Una favola del Bronx
Come un piccolo cassetto pieno di cravatte ha dato il via a un impero stilistico americanoUna favola del Bronx
Come un piccolo cassetto pieno di cravatte ha dato il via a un impero stilistico americano
vivevamo nel Bronx in un appartamento con una camera da letto e la cucina nel soggiorno e – non è uno scherzo – una stazione ferroviaria proprio sopra di noi. La sera sentivamo il treno passare. Era come nel film A piedi nudi nel parco. Appendevamo le foto prese dalle riviste su una bacheca dove raccoglievamo le nostre ispirazioni. Acquistammo delle sedie da regista. Di colore arancione, brillante. In tela. Nel Lower East Side comprammo alcune pellicce antiche che usammo per decorare il letto. Tutti noi costruiamo le nostre vite, ed è proprio quello che noi stavamo facendo. Sognavamo il nostro domani.

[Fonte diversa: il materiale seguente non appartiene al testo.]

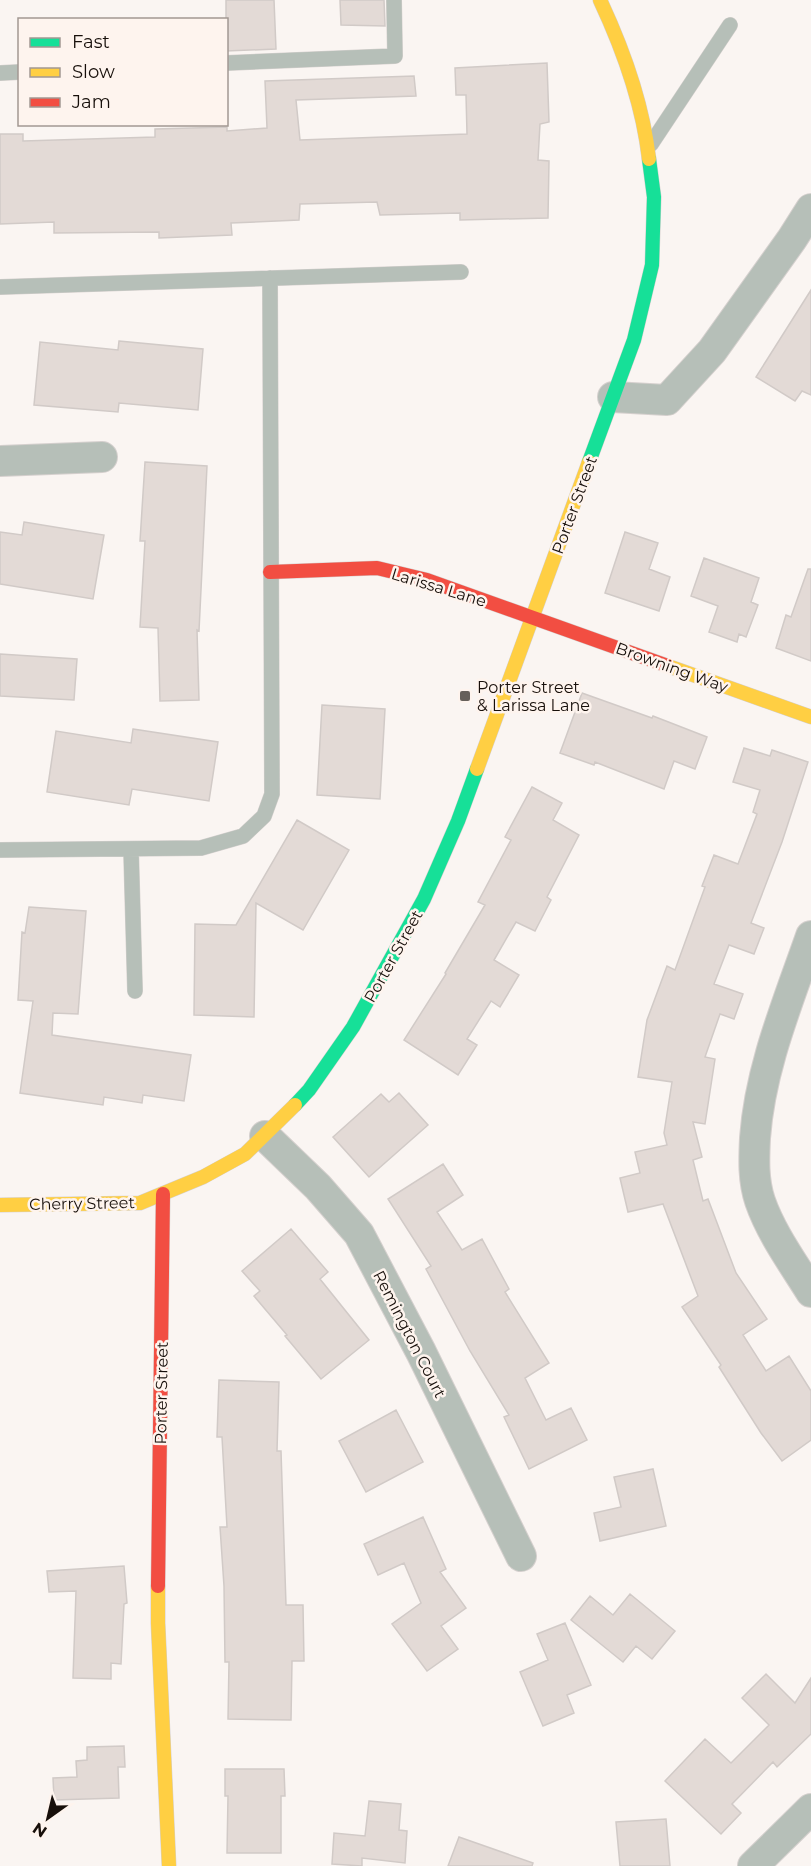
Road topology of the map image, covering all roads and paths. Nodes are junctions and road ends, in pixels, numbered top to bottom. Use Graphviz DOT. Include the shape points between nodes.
graph roads {
  1 [pos="394,0"];
  2 [pos="600,0"];
  3 [pos="730,26"];
  4 [pos="228,63"];
  5 [pos="18,72"];
  6 [pos="0,73"];
  7 [pos="648,149"];
  8 [pos="811,209"];
  9 [pos="461,272"];
  10 [pos="270,278"];
  11 [pos="0,287"];
  12 [pos="613,397"];
  13 [pos="102,457"];
  14 [pos="0,461"];
  15 [pos="270,572"];
  16 [pos="533,618"];
  17 [pos="811,717"];
  18 [pos="131,849"];
  19 [pos="0,850"];
  20 [pos="811,936"];
  21 [pos="135,991"];
  22 [pos="265,1136"];
  23 [pos="163,1194"];
  24 [pos="0,1205"];
  25 [pos="811,1293"];
  26 [pos="521,1556"];
  27 [pos="811,1809"];
  28 [pos="169,1866"];
  29 [pos="753,1866"];
  1 -- 4 [label="lane" via="395,56"];
  2 -- 7 [label="street, Porter Street" via="617,36"];
  3 -- 7 [label="lane"];
  5 -- 6 [label="lane"];
  7 -- 12 [label="street, Porter Street" via="654,197 652,265 634,340"];
  8 -- 12 [label="street" via="712,351 667,400"];
  9 -- 10 [label="lane"];
  10 -- 11 [label="lane"];
  10 -- 15 [label="lane"];
  12 -- 16 [label="street, Porter Street"];
  13 -- 14 [label="street"];
  15 -- 16 [label="street, Larissa Lane" via="376,568 427,580"];
  15 -- 18 [label="lane" via="272,794 264,816 243,836 201,848"];
  16 -- 17 [label="street, Browning Way"];
  16 -- 22 [label="street, Porter Street" via="458,821 424,899 353,1027 309,1090"];
  18 -- 19 [label="lane"];
  18 -- 21 [label="lane"];
  20 -- 25 [label="street" via="768,1060 757,1110 753,1167 760,1200"];
  22 -- 23 [label="street, Porter Street" via="245,1154"];
  22 -- 26 [label="street, Remington Court" via="359,1234"];
  23 -- 24 [label="street, Cherry Street" via="140,1203"];
  23 -- 28 [label="street, Porter Street" via="159,1623"];
  27 -- 29 [label="street"];
}
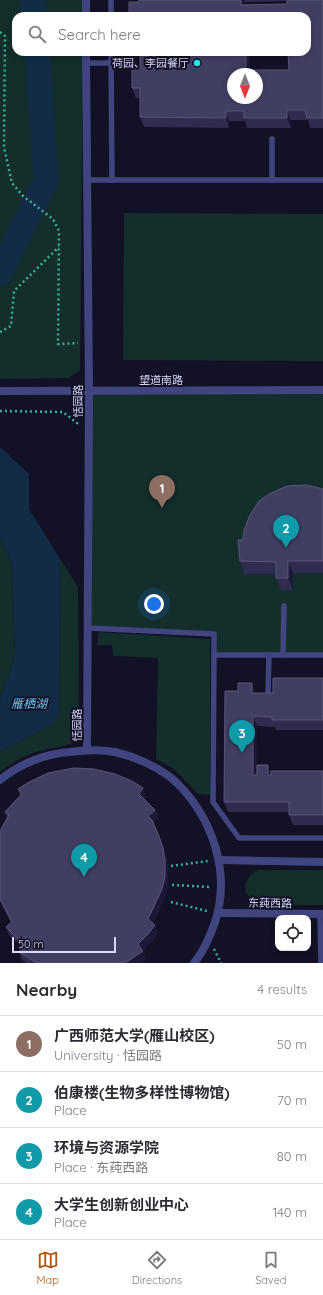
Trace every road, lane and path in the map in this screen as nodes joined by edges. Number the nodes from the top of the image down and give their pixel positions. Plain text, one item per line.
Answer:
1 (86, 0) edge
2 (111, 0) edge
3 (86, 12) edge
4 (111, 12) edge
5 (0, 32) edge
6 (86, 56) edge
7 (111, 56) edge
8 (86, 63) junction
9 (112, 63) junction
10 (272, 139) dead end
11 (87, 180) junction
12 (112, 180) junction
13 (272, 180) junction
14 (323, 180) edge
15 (59, 247) junction
16 (0, 332) edge
17 (89, 342) junction
18 (323, 390) edge
19 (0, 391) edge
20 (89, 391) junction
21 (0, 411) edge
22 (77, 431) dead end
23 (284, 606) dead end
24 (88, 628) junction
25 (214, 655) junction
26 (323, 655) edge
27 (269, 656) junction
28 (282, 656) junction
29 (268, 694) edge
30 (87, 750) junction
31 (0, 780) edge
32 (323, 838) edge
33 (219, 860) junction
34 (323, 862) edge
35 (171, 866) dead end
36 (172, 885) dead end
37 (221, 888) junction
38 (171, 902) dead end
39 (218, 913) junction
40 (322, 914) edge
41 (194, 963) edge
42 (321, 963) edge

1 - 3 street
2 - 4 lane
5 - 15 path
6 - 8 street, 恬园路
7 - 9 lane
8 - 9 lane
8 - 11 street, 恬园路
9 - 12 lane
10 - 13 lane
11 - 12 lane
11 - 17 street, 恬园路
12 - 13 lane
13 - 14 lane
15 - 16 path
15 - 17 path
17 - 20 street, 恬园路
18 - 20 street, 望道南路
19 - 20 street, 望道南路
20 - 24 street, 恬园路
21 - 22 path
23 - 28 lane
24 - 25 lane
24 - 30 street, 恬园路
25 - 27 lane
25 - 32 lane
26 - 28 lane
27 - 28 lane
27 - 29 lane
30 - 31 street
30 - 33 street
33 - 34 street
33 - 35 path
33 - 37 street
36 - 37 path
37 - 39 street
38 - 39 path
39 - 40 street, 东莼西路
39 - 41 street
40 - 42 lane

Tutto è iniziato con le cravatte; per le mie cravatte scelsi il nome Polo. A quel tempo – era il 1967 – non esistevano delle cravatte come quelle che avevo in mente di realizzare io. Le mie cravatte erano larghe in un’epoca in cui gli uomini indossavano la cravatta stretta, come oggi. Sono andato alla ricerca di tessuti insoliti, unici. Gli uomini amavano le mie cravatte. Andavano letteralmente a ruba
All’epoca lavoravo in un piccolo ufficio all’interno dell’Empire State Building. Tenevo tutte le cravatte in un cassetto, un unico piccolo cassetto. Ricky, sua madre e suo padre cucivano le etichette e io mi occupavo della vendita ai negozi. Consegnavo personalmente gli ordini, con indosso un vecchio bomber e dei jeans. Giravo in taxi con la mia borsa piena di cravatte, finché non ho potuto comprare una macchina: era una Morgan vintage, che amavo guidare con la capote abbassata.
A quei tempi, tutti gli uomini di qualsiasi età portavano la cravatta, ma di solito indossavano modelli sottili. Pensavo che il mondo fosse pronto per un cambiamento e avevo un’idea precisa del look che volevo creare e delle cose che mi mancavano. Volevo una cravatta larga, così l’ho realizzata io stesso. C’erano già state cravatte larghe in passato. L’innovazione era nei tessuti inusuali che utilizzavo: motivi a fantasia, classiche righe reps e stampe. Di conseguenza, avevo bisogno di una camicia adatta alla mia cravatta larga, che fosse dotata di un collo ampio.
I negozi apprezzavano le mie cravatte e ne volevano sempre più. E quando mi hanno domandato se ero in grado di fare altro, ho risposto che potevo realizzare camicie e abiti. Anche i revers delle giacche e degli abiti dovevano essere in armonia con la larghezza delle mie cravatte. Era un cambiamento sottile, ma era pur sempre un cambiamento e il mondo era pronto ad accoglierlo. Il nome Polo è diventato un emblema di stile. La cravatta Polo, il look Polo. Stavo cominciando a cambiare l’abbigliamento maschile in modo semplice. Da lì ho pensato di poter creare anche abiti per le donne e per i bambini, nonché articoli di arredamento. Ogni novità è stata un’evoluzione di quel mondo iniziato con la cravatta larga.
Per me ha ancora un fascino speciale. Ero solo un ragazzo del Bronx che sognava di dare vita a un mondo che aveva in mente. Ho realizzato le cose che amavo e, a quanto pare, anche altre persone le hanno amate.